> _Exercise_
An exact transcription is needed, starting with the line that contains "For a GIS import: Describe" and ending with the last line of the records.

(Items from a data source)
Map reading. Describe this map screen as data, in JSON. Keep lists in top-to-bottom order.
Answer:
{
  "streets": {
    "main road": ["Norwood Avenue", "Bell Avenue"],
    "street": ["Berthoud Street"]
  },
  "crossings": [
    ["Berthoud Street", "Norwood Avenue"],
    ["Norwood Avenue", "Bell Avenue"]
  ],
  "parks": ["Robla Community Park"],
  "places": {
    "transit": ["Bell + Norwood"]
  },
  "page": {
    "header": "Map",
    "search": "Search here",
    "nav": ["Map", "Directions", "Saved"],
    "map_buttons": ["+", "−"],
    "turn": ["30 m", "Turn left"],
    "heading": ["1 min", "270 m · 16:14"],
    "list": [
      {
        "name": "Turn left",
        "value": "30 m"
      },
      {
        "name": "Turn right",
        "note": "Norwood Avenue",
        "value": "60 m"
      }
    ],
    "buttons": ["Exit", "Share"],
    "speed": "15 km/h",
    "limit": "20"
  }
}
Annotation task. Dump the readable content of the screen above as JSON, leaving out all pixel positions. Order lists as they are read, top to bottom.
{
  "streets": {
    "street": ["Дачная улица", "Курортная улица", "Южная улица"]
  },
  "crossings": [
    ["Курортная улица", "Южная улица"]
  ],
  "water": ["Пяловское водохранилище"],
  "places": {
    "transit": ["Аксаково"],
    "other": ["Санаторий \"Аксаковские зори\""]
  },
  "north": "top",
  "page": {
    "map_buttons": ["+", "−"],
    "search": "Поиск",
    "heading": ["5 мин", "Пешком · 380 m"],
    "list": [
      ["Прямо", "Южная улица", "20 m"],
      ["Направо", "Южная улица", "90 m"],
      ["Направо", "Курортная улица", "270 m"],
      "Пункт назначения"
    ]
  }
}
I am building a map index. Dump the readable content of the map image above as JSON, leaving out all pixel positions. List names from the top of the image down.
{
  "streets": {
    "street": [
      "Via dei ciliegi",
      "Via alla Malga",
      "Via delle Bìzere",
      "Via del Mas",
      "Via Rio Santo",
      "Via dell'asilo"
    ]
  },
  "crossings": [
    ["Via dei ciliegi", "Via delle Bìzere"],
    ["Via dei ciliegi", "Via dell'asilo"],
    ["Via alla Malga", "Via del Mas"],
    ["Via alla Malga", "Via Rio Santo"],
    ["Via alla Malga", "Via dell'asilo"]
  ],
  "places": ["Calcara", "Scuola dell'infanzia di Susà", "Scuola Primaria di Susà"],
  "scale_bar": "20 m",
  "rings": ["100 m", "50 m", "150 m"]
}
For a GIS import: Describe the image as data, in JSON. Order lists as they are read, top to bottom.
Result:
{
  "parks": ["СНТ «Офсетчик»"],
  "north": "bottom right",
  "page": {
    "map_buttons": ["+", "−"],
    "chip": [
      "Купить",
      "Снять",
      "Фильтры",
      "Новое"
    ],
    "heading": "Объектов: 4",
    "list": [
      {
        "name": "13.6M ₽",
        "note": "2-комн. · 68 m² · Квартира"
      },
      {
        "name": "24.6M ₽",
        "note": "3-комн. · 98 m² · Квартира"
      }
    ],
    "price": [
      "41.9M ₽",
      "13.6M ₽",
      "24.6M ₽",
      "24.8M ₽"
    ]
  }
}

> _Answer section_
For a GIS import: Describe the image as data, in JSON. Order lists as they are read, top to bottom.
Result:
{
  "parks": ["СНТ «Офсетчик»"],
  "north": "bottom right",
  "page": {
    "map_buttons": ["+", "−"],
    "chip": [
      "Купить",
      "Снять",
      "Фильтры",
      "Новое"
    ],
    "heading": "Объектов: 4",
    "list": [
      {
        "name": "13.6M ₽",
        "note": "2-комн. · 68 m² · Квартира"
      },
      {
        "name": "24.6M ₽",
        "note": "3-комн. · 98 m² · Квартира"
      }
    ],
    "price": [
      "41.9M ₽",
      "13.6M ₽",
      "24.6M ₽",
      "24.8M ₽"
    ]
  }
}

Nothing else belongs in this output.